Cyril Vernon Connolly (10 September 1903 – 26 November 1974) was an English literary critic and writer. He was the editor of the influential literary magazine Horizon (1940–49) and wrote Enemies of Promise (1938), which combined literary criticism with an autobiographical exploration of why he failed to become the successful author of fiction that he aspired to be in his youth.

==Early life==
Cyril Connolly was born in Coventry, Warwickshire. He was the only child of Major Matthew William Kemble Connolly (1872–1947), an officer in the King's Own Yorkshire Light Infantry, by his Anglo-Irish wife, Muriel Maud Vernon, daughter of Colonel Edward Vernon (1838–1913) J.P., D.L., of Clontarf Castle, County Dublin. His parents had met while his father was serving in Ireland, and his father's next posting was to South Africa. Connolly's father was also a malacologist (the scientific study of the Mollusca, i.e. snails, clams, octopus, etc.) and mineral collector of some reputation and collected many samples in Africa. Cyril Connolly's childhood days were spent with his father in South Africa, with his mother's family at Clontarf Castle, and with his paternal grandmother in Bath, Somerset, and other parts of England.

Connolly was educated at St Cyprian's School, Eastbourne, where he enjoyed the company of George Orwell and Cecil Beaton. He was a favourite of the formidable headmistress Mrs Wilkes but was later to criticise the "character-building" ethos of the school. He wrote, "Orwell proved to me that there existed an alternative to character, Intelligence. Beaton showed me another, Sensibility." Connolly won the Harrow History Prize, pushing Orwell into second place, and the English prize leaving Orwell with Classics. He then won a scholarship to Eton, a year after Orwell.

==Eton==
At Eton, after a traumatic first few terms, he settled into a comfortable routine. He won over his early tormentor Godfrey Meynell and became a popular wit. In 1919 his parents moved to The Lock House on the Basingstoke Canal at Frimley Green. At Eton, Connolly was involved in romantic intrigues and school politics, which he described in Enemies of Promise.

He established a reputation as an intellectual and earned the respect of Dadie Rylands and Denis King-Farlow. Connolly's particular circle included Denis Dannreuther, Bobbie Longden and Roger Mynors. In summer 1921, his father took him on a holiday to France, initiating Connolly's love of travel. The following winter he went with his mother to Mürren, where he became friends with Anthony Knebworth.

By this time his parents were living separate lives, his mother having established a relationship with another army officer and his father becoming an increasingly heavy drinker and absorbed in his study of slugs and snails. In 1922, Connolly achieved academic success winning the Rosebery History Prize, and followed by the Brackenbury History scholarship to Balliol College, Oxford. In the spring, he visited St Cyprian's to report his achievement to his old headmaster before setting off on a trip to Spain with a school friend.

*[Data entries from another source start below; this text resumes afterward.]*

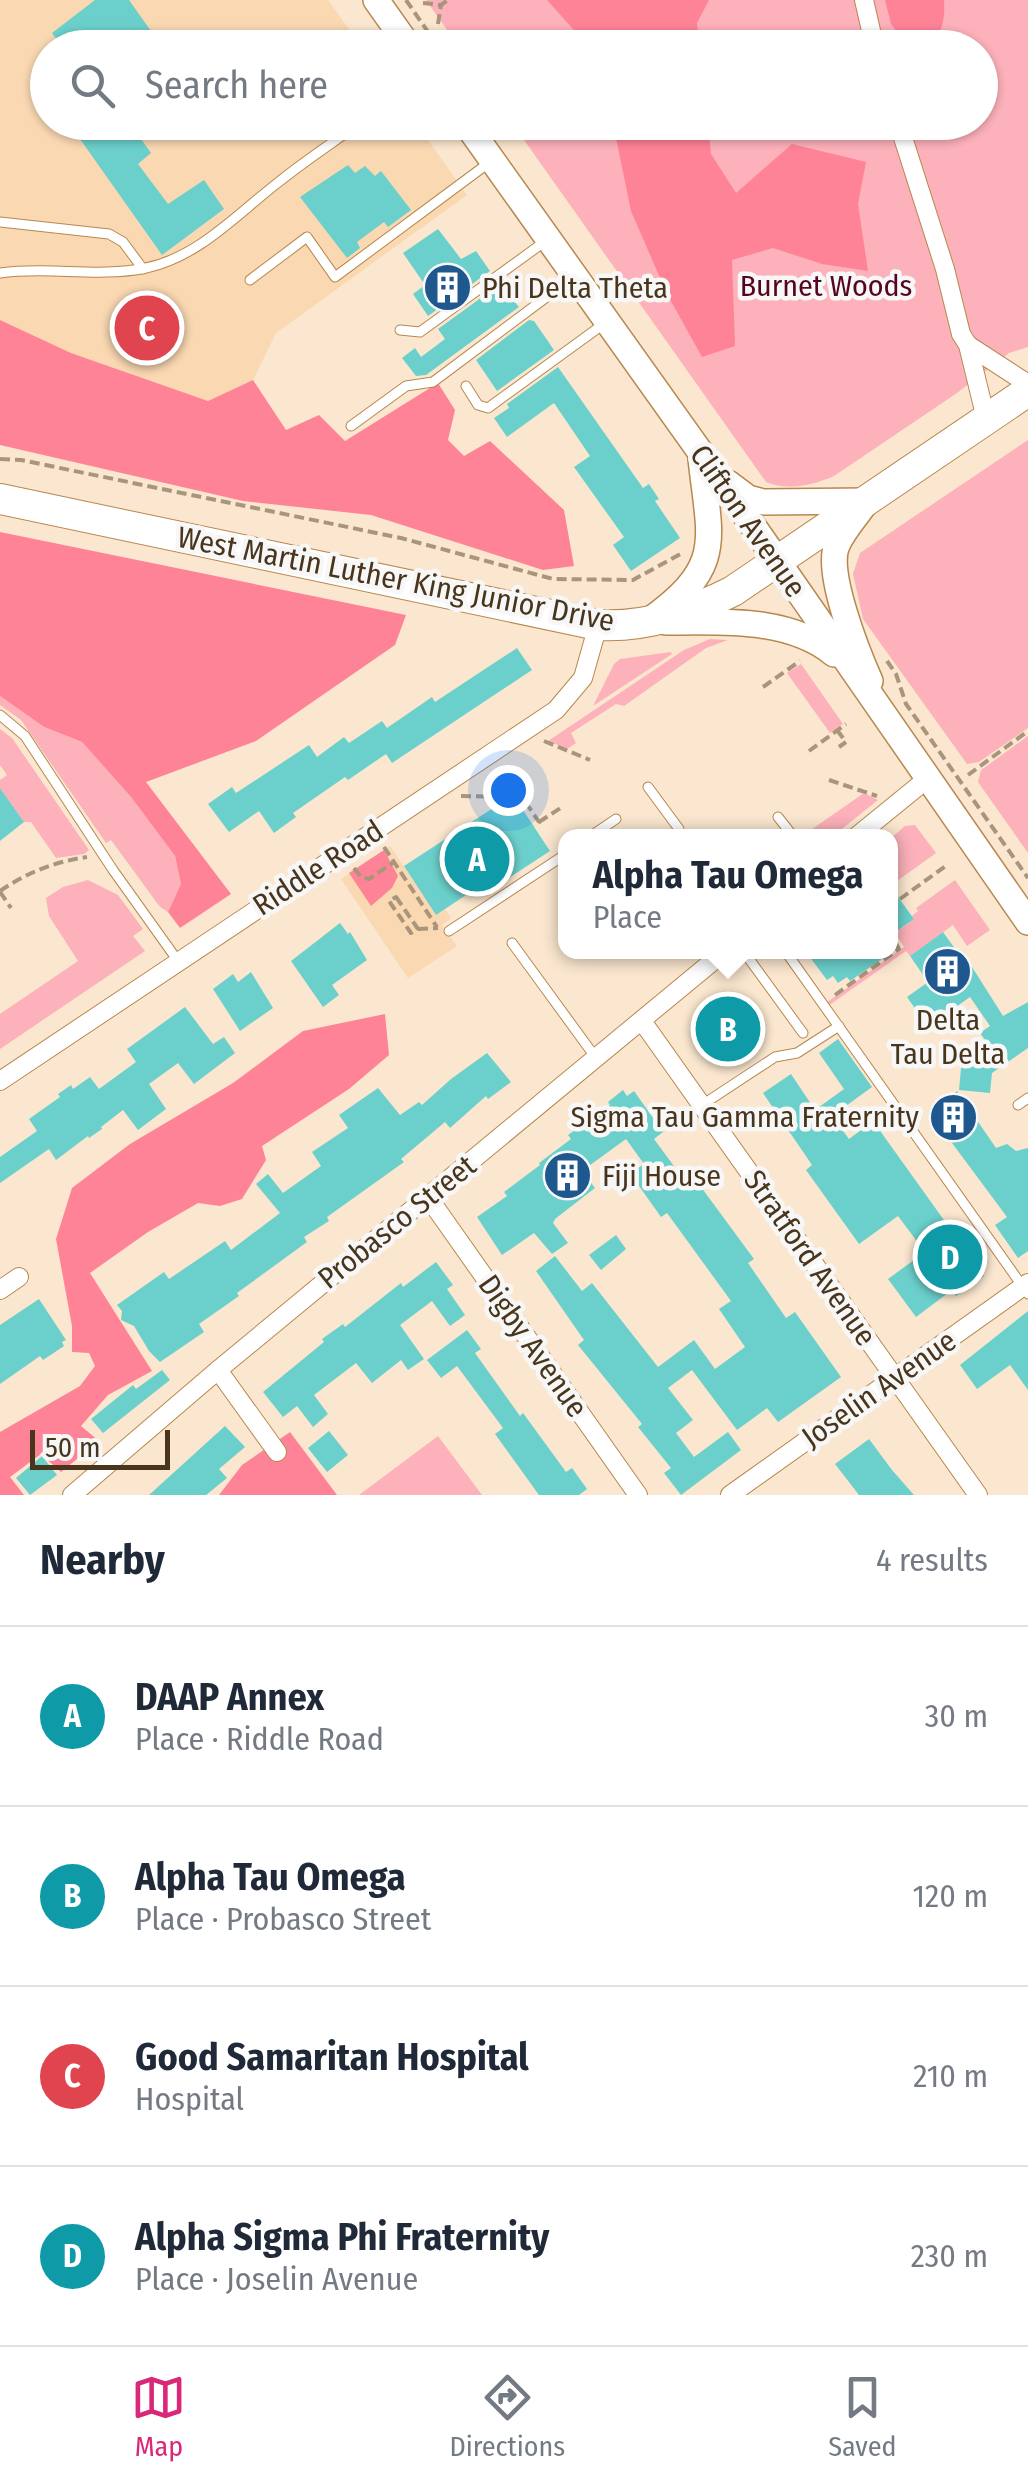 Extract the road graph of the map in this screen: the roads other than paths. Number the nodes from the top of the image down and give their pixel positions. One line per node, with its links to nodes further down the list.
1 (376, 0): 3 (main road)
2 (864, 0): 4 (street)
3 (397, 30)
4 (871, 30)
5 (336, 140): 11 (lane)
6 (478, 140): 8 (main road, Clifton Avenue)
7 (904, 140): 17 (street)
8 (492, 160): 10 (main road, Clifton Avenue); 14 (lane)
9 (0, 222): 11 (lane)
10 (548, 239): 13 (main road, Clifton Avenue); 16 (lane)
11 (143, 269): 12 (lane)
12 (0, 272)
13 (574, 276): 15 (main road, Clifton Avenue); 21 (lane)
14 (250, 280)
15 (607, 322): 18 (lane); 22 (main road, Clifton Avenue)
16 (400, 330)
17 (968, 345): 19 (street); 20 (street)
18 (466, 386)
19 (1028, 387): 20 (main road, West Martin Luther King Junior Drive)
20 (986, 419): 24 (main road, West Martin Luther King Junior Drive)
21 (352, 426)
22 (700, 454): 24 (main road); 25 (main road, Clifton Avenue); 26 (main road)
23 (0, 500): 27 (main road, West Martin Luther King Junior Drive)
24 (866, 501): 25 (main road, West Martin Luther King Junior Drive); 30 (main road)
25 (778, 562): 26 (main road, West Martin Luther King Junior Drive); 28 (main road, Clifton Avenue)
26 (646, 622): 27 (main road, West Martin Luther King Junior Drive); 28 (main road)
27 (598, 625): 46 (street, Riddle Road)
28 (846, 665): 30 (main road, Clifton Avenue)
29 (0, 715): 46 (lane)
30 (894, 731): 31 (main road, Clifton Avenue)
31 (927, 779): 38 (street); 40 (main road, Clifton Avenue)
32 (648, 787): 36 (lane)
33 (778, 818): 37 (lane)
34 (616, 820): 35 (lane)
35 (602, 829)
36 (679, 829)
37 (787, 829)
38 (866, 829)
39 (558, 859): 41 (lane)
40 (1028, 922)
41 (443, 928)
42 (512, 943): 50 (lane)
43 (716, 959): 47 (street, Probasco Street)
44 (749, 959): 49 (lane)
45 (791, 959): 48 (lane)
46 (178, 962): 51 (street, Riddle Road)
47 (642, 1021): 50 (street, Probasco Street); 54 (street, Stratford Avenue)
48 (839, 1026): 54 (lane); 57 (lane)
49 (803, 1033)
50 (596, 1059): 55 (street, Probasco Street)
51 (0, 1081)
52 (1028, 1098): 53 (lane)
53 (1018, 1105)
54 (702, 1106): 60 (street, Stratford Avenue)
55 (428, 1197): 59 (street, Probasco Street); 63 (street, Digby Avenue)
56 (19, 1277): 58 (street)
57 (1026, 1288): 60 (street, Joselin Avenue)
58 (0, 1290)
59 (218, 1370): 61 (street); 62 (street, Probasco Street)
60 (895, 1379): 64 (street, Joselin Avenue); 65 (street, Stratford Avenue)
61 (276, 1452)
62 (72, 1495)
63 (638, 1495)
64 (730, 1495)
65 (978, 1495)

Returning moneyless, he spent the night at St Martin-in-the-Fields. In his last term at Eton, he was elected to Pop, which brought him into contact with others he respected, including Nico Davies, Teddy Jessel and Lord Dunglass. He established rapport with Brian Howard, but, he concluded, "moral cowardice and academic outlook debarred him from making friends with Harold Acton, Oliver Messel, Robert Byron, Henry Green and Anthony Powell". Connolly was for years afterwards nostalgic about his time at Eton.

==Oxford==
Connolly undertook a tour of Germany, Austria and Hungary before starting at Oxford University. After his cloistered existence as a King's Scholar at Eton, Connolly felt uncomfortable with the hearty beer-drinking rugby and rowing types at Oxford. His own circle included his Eton friends Mynors and Dannreuther, who were at Balliol with him, and Kenneth Clark, whom he met through Bobbie Longden at Kings. He wrote: "The only exercise we took was running up bills." His intellectual mentors were the Dean of Balliol, Francis Fortescue Urquhart, often referred to as "Sligger", who organised reading parties on the continent, and the Dean of Wadham, Maurice Bowra.

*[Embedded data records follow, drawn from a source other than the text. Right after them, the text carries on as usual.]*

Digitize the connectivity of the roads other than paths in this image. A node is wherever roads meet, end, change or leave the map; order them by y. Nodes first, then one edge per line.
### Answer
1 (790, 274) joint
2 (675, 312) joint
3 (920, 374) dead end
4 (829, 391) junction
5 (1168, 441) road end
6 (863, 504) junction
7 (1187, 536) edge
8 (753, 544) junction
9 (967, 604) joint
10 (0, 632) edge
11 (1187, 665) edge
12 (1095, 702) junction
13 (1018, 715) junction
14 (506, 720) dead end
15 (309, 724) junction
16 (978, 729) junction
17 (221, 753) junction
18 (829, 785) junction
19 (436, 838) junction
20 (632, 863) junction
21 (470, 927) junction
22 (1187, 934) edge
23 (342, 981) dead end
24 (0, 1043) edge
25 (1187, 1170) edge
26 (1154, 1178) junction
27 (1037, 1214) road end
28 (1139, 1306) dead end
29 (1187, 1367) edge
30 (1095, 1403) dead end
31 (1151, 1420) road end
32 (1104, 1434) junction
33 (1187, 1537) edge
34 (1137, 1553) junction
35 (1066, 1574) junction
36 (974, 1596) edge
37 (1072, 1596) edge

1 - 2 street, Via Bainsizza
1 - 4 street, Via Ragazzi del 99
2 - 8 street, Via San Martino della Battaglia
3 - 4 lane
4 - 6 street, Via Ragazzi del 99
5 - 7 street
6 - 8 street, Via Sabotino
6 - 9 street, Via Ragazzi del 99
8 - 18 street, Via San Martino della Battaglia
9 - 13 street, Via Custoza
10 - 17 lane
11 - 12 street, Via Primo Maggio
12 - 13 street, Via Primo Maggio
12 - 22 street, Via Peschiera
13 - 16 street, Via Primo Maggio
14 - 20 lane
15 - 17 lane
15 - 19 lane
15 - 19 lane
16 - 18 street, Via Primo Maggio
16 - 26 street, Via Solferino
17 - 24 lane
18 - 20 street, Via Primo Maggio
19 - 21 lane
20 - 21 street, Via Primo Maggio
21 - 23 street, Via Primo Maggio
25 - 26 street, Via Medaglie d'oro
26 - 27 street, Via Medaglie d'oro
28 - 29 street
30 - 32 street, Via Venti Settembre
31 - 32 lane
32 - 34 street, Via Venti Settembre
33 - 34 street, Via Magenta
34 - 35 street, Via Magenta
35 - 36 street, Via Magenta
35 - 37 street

Connolly's academic career languished while his Oxford years were characterised by his travel adventures. In January 1923, he went with Urquhart and other collegers to Italy. In March, he undertook his annual visit to Spain and in September, he went on the annual trip with the college group to Urquhart's chalet in the French Alps. On his return, he visited his father, now in a hotel in South Kensington, close to the Natural History Museum. At the end of the year, he went to Italy and Tunis. At Oxford, in 1924, he made a new friend Patrick Balfour, in the spring he went to Spain and in the summer of 1924, he went successively to Greece and Crete, Urquhart's chalet in the Alps and Naples. He spent Christmas with his parents in a rare get-together at the Lock House in Hampshire and at the beginning of 1925, he went with the college group to Minehead with Urquhart.

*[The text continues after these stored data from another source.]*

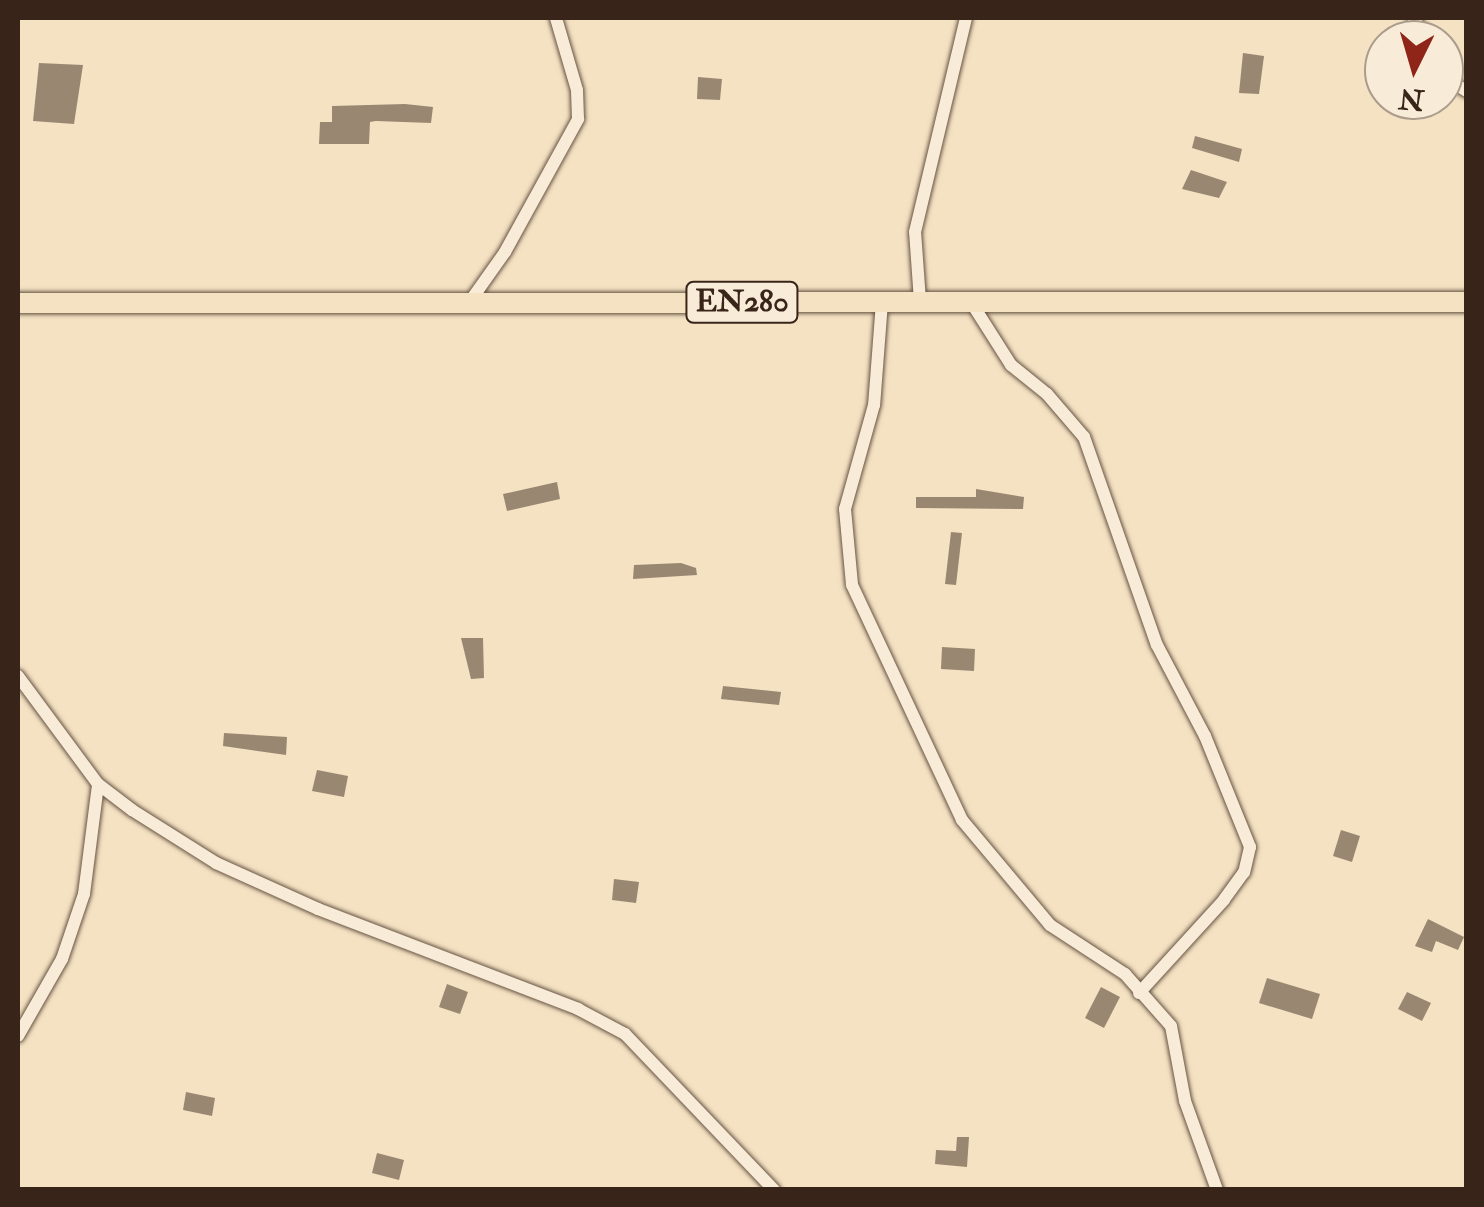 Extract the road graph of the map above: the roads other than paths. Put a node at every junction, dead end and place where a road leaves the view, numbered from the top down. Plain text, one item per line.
1 (556, 18) edge
2 (966, 18) edge
3 (471, 300) junction
4 (920, 301) junction
5 (18, 302) edge
6 (882, 302) junction
7 (971, 302) junction
8 (1466, 302) edge
9 (18, 676) edge
10 (98, 784) junction
11 (1139, 993) junction
12 (18, 1036) edge
13 (774, 1190) edge
14 (1218, 1190) edge

1 - 3 street
2 - 4 street
3 - 5 main road, EN280
3 - 6 main road, EN280
4 - 6 main road, EN280
4 - 7 main road, EN280
6 - 11 street
7 - 8 main road, EN280
7 - 11 street
9 - 10 street
10 - 12 street
10 - 13 street
11 - 14 street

In his last year at Oxford, he was cultivating friendships with younger students Anthony Powell, Henry Yorke and Peter Quennell. In spring he was back in Spain, before returning to Oxford to take his final exams.

==Drifting==
Connolly left Balliol in 1925 with a third class degree in history. He struggled to find employment, while his friends and family sought to pay off his extensive debts. In summer he went for his annual stay at Urquhart's chalet in the French Alps, and in the autumn went to Spain and Portugal. He obtained a post tutoring a boy in Jamaica and set sail for the Caribbean in November 1925. He returned to England in April 1926 on a banana boat in the company of Alwyn Williams, headmaster of Winchester College. He enrolled as a special constable in the General Strike, but it was over before he was actively involved. He responded to an advertisement to work as a secretary for Montague Summers but was warned off by his friends. Then in June 1926 he found a post as a secretary/companion to Logan Pearsall Smith, who was based in Chelsea and also had a house called Big Chilling near Warsash in Hampshire, overlooking the Solent. Pearsall Smith was to give Connolly an important introduction to literary life, and he influenced his ideas on the role of a writer with a distaste for journalism. Pearsall Smith gave Connolly £8 a week, whether Smith was around or not, and moreover gave him the run of Big Chilling.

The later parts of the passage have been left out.